- What the task requires
The answer must consist of every line from the data that holds "Taylor".

- Stored data

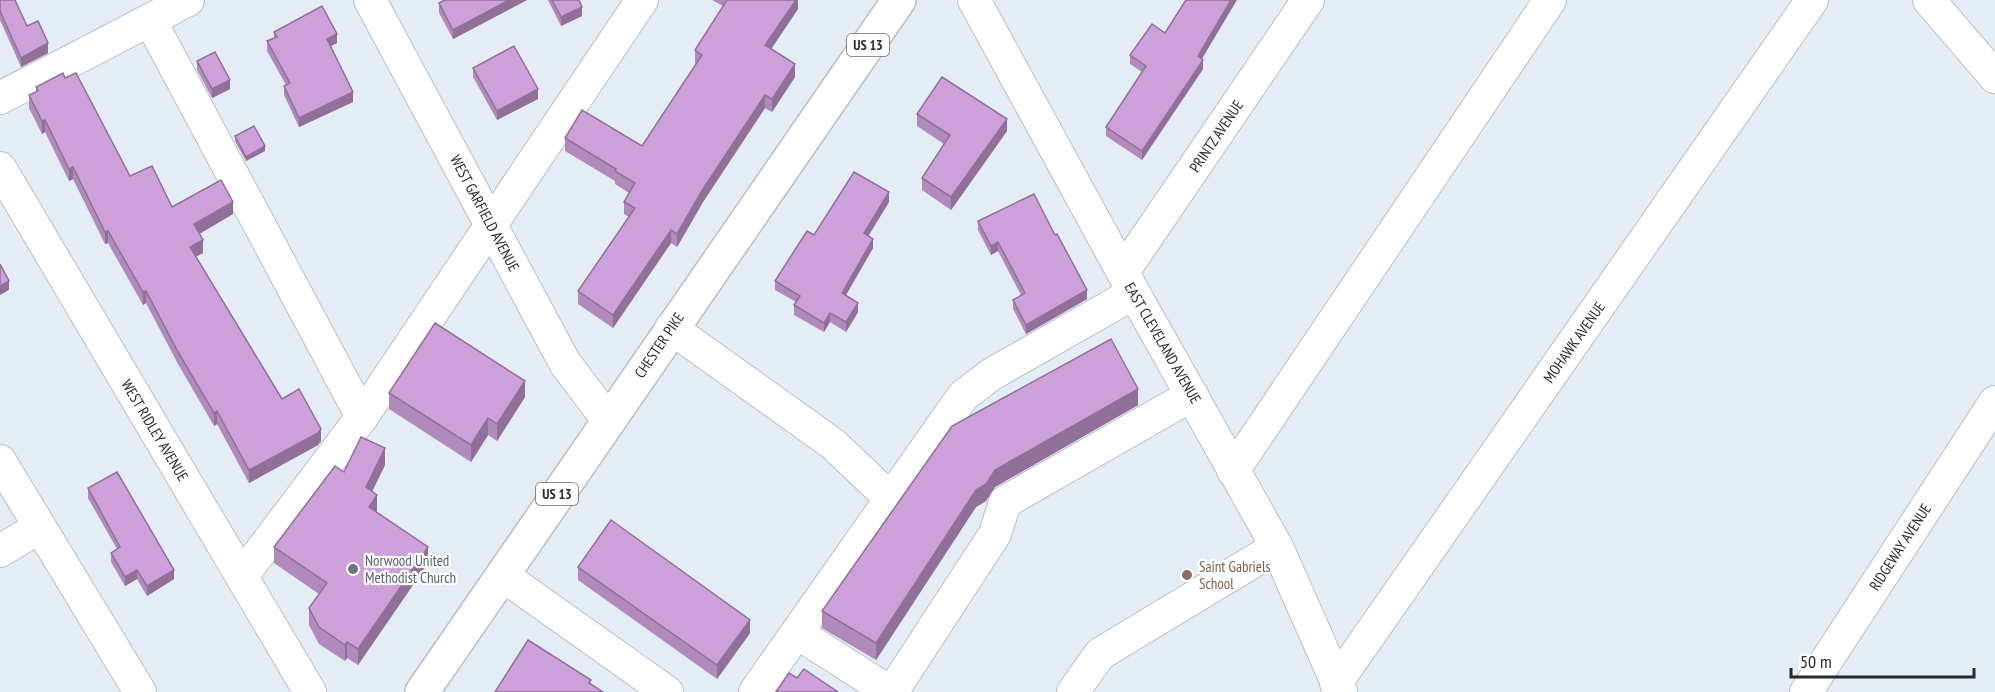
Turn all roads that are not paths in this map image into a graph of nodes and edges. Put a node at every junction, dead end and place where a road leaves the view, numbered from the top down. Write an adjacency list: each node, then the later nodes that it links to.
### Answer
1 (188, 0): 10 (street)
2 (370, 0): 14 (street, WEST GARFIELD AVENUE)
3 (899, 0): 16 (main road, CHESTER PIKE / US 13)
4 (974, 0): 15 (street, EAST CLEVELAND AVENUE)
5 (1308, 0): 15 (street, PRINTZ AVENUE)
6 (1550, 0): 22 (street)
7 (1812, 0): 30 (street, MOHAWK AVENUE)
8 (1929, 0): 11 (street)
9 (638, 2): 14 (street)
10 (150, 20): 12 (street); 19 (street)
11 (1995, 76)
12 (0, 98)
13 (0, 168): 28 (street, WEST RIDLEY AVENUE)
14 (490, 223): 19 (street); 20 (street, WEST GARFIELD AVENUE)
15 (1128, 283): 17 (street, EAST CLEVELAND AVENUE); 23 (street)
16 (671, 328): 20 (main road, CHESTER PIKE / US 13); 23 (street)
17 (1192, 394): 22 (street, EAST CLEVELAND AVENUE); 36 (street)
18 (1995, 402): 38 (street, RIDGEWAY AVENUE)
19 (362, 417): 28 (street)
20 (608, 420): 27 (main road, CHESTER PIKE / US 13)
21 (0, 462): 24 (street)
22 (1233, 471): 25 (street, EAST CLEVELAND AVENUE)
23 (890, 498): 29 (street)
24 (40, 527): 26 (street); 31 (street)
25 (1277, 547): 30 (street, EAST CLEVELAND AVENUE); 37 (street)
26 (0, 551)
27 (502, 575): 33 (main road, CHESTER PIKE / US 13); 34 (street)
28 (242, 576): 32 (street, WEST RIDLEY AVENUE)
29 (797, 633): 35 (street); 36 (street)
30 (1338, 688)
31 (140, 692)
32 (310, 692)
33 (422, 692)
34 (667, 692)
35 (755, 692)
36 (891, 692)
37 (1073, 692)
38 (1806, 692)

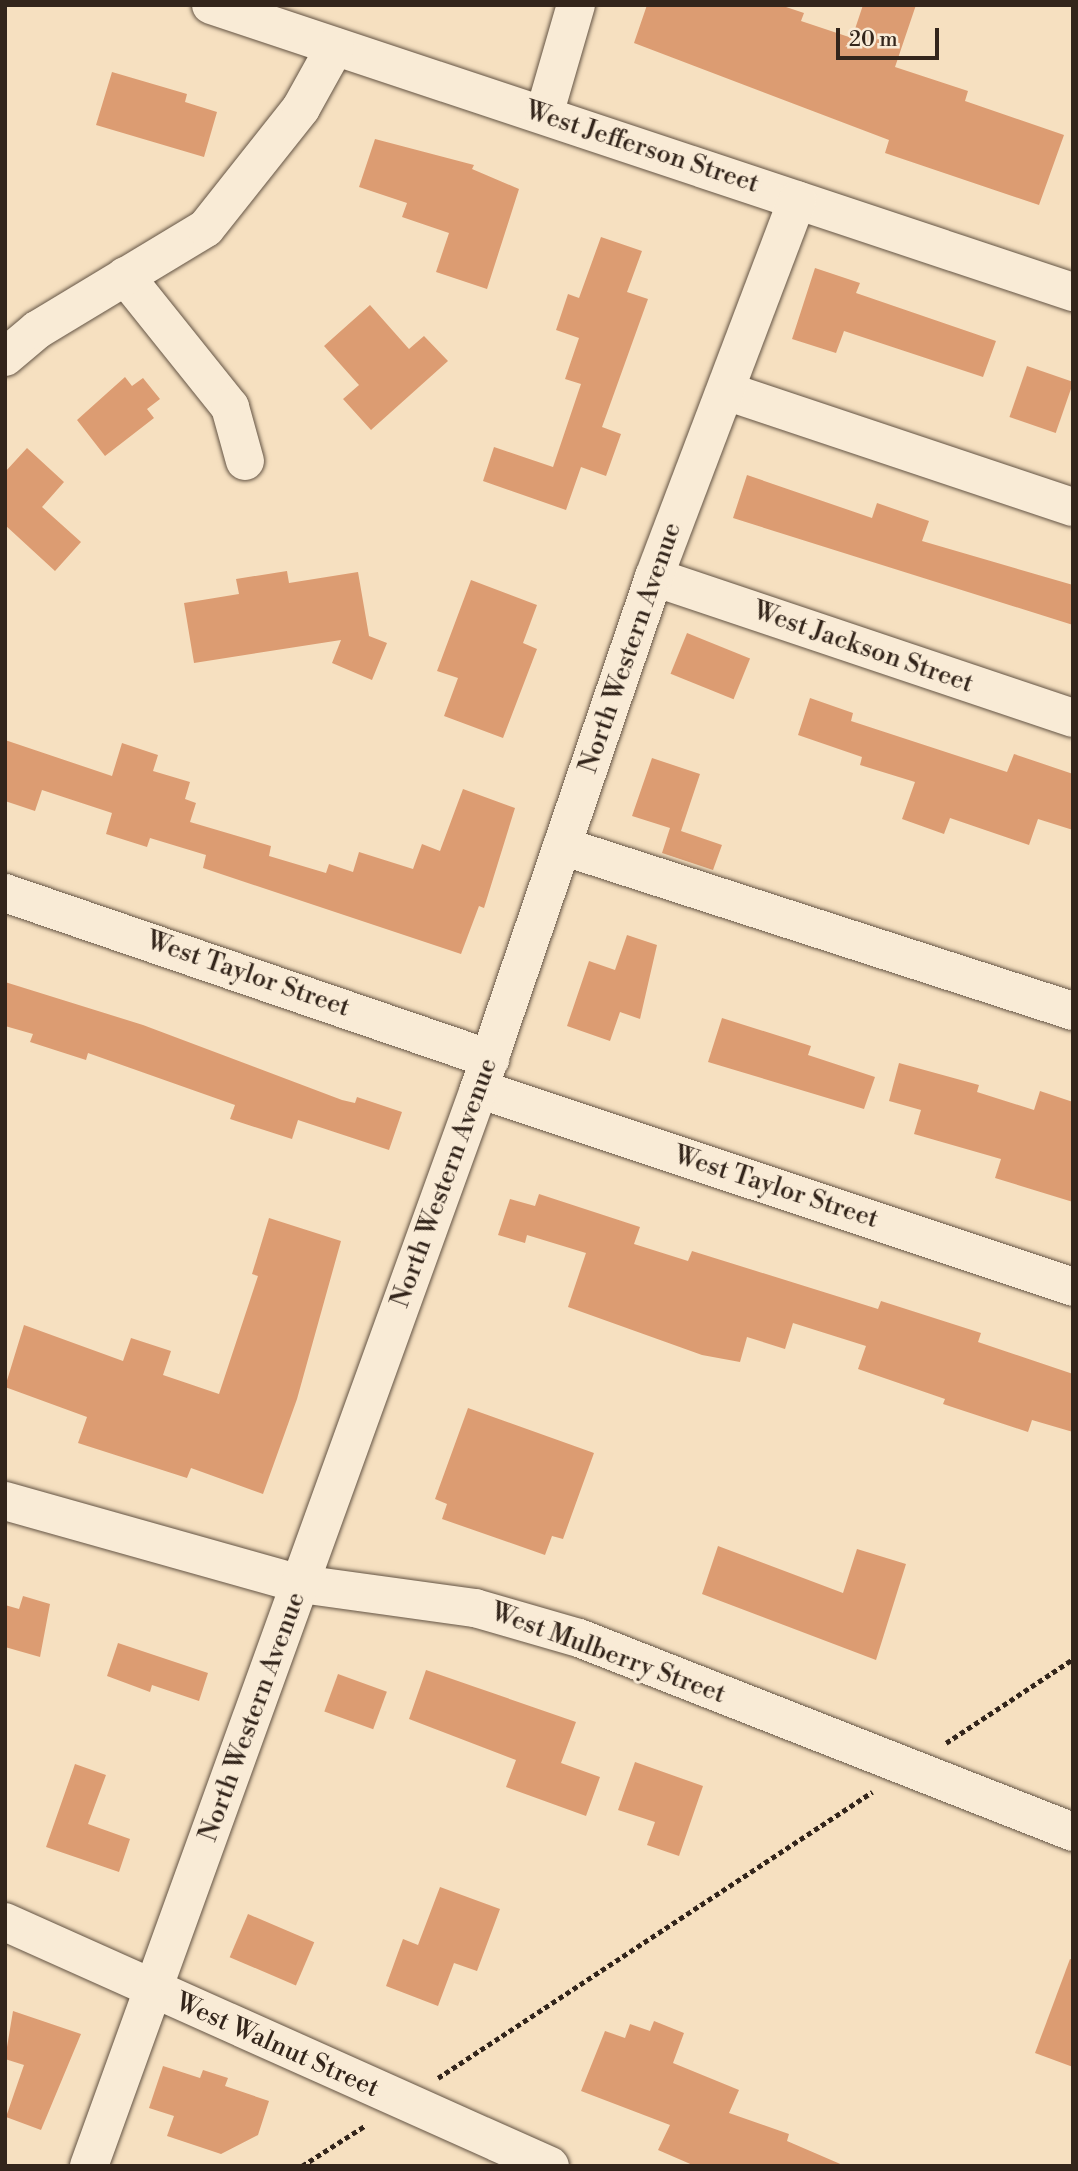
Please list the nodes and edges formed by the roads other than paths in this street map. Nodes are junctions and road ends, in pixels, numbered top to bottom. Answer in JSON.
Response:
{"nodes":[{"id":1,"x":211,"y":5,"type":"edge"},
{"id":2,"x":576,"y":5,"type":"edge"},
{"id":3,"x":335,"y":47,"type":"junction"},
{"id":4,"x":544,"y":116,"type":"junction"},
{"id":5,"x":797,"y":200,"type":"junction"},
{"id":6,"x":125,"y":276,"type":"junction"},
{"id":7,"x":1073,"y":292,"type":"edge"},
{"id":8,"x":5,"y":358,"type":"edge"},
{"id":9,"x":726,"y":391,"type":"junction"},
{"id":10,"x":245,"y":461,"type":"dead end"},
{"id":11,"x":1073,"y":507,"type":"edge"},
{"id":12,"x":654,"y":578,"type":"junction"},
{"id":13,"x":1073,"y":718,"type":"edge"},
{"id":14,"x":562,"y":846,"type":"junction"},
{"id":15,"x":5,"y":893,"type":"edge"},
{"id":16,"x":1073,"y":1010,"type":"edge"},
{"id":17,"x":485,"y":1074,"type":"junction"},
{"id":18,"x":1073,"y":1287,"type":"edge"},
{"id":19,"x":5,"y":1500,"type":"edge"},
{"id":20,"x":301,"y":1584,"type":"junction"},
{"id":21,"x":1073,"y":1832,"type":"edge"},
{"id":22,"x":5,"y":1922,"type":"edge"},
{"id":23,"x":152,"y":1992,"type":"junction"},
{"id":24,"x":89,"y":2166,"type":"edge"},
{"id":25,"x":550,"y":2166,"type":"edge"}],
"edges":[{"from":1,"to":3,"type":"street","name":"West Jefferson Street"},
{"from":2,"to":4,"type":"street"},
{"from":3,"to":4,"type":"street","name":"West Jefferson Street"},
{"from":3,"to":6,"type":"street"},
{"from":4,"to":5,"type":"street","name":"West Jefferson Street"},
{"from":5,"to":7,"type":"street","name":"West Jefferson Street"},
{"from":5,"to":9,"type":"street","name":"North Western Avenue"},
{"from":6,"to":8,"type":"street"},
{"from":6,"to":10,"type":"street"},
{"from":9,"to":11,"type":"street"},
{"from":9,"to":12,"type":"street","name":"North Western Avenue"},
{"from":12,"to":13,"type":"street","name":"West Jackson Street"},
{"from":12,"to":14,"type":"street","name":"North Western Avenue"},
{"from":14,"to":16,"type":"street"},
{"from":14,"to":17,"type":"street","name":"North Western Avenue"},
{"from":15,"to":17,"type":"street","name":"West Taylor Street"},
{"from":17,"to":18,"type":"street","name":"West Taylor Street"},
{"from":17,"to":20,"type":"street","name":"North Western Avenue"},
{"from":19,"to":20,"type":"street","name":"West Mulberry Street"},
{"from":20,"to":21,"type":"street","name":"West Mulberry Street"},
{"from":20,"to":23,"type":"street","name":"North Western Avenue"},
{"from":22,"to":23,"type":"street","name":"West Walnut Street"},
{"from":23,"to":24,"type":"street","name":"North Western Avenue"},
{"from":23,"to":25,"type":"street","name":"West Walnut Street"}]}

- Answer to this task
{"from":15,"to":17,"type":"street","name":"West Taylor Street"},
{"from":17,"to":18,"type":"street","name":"West Taylor Street"},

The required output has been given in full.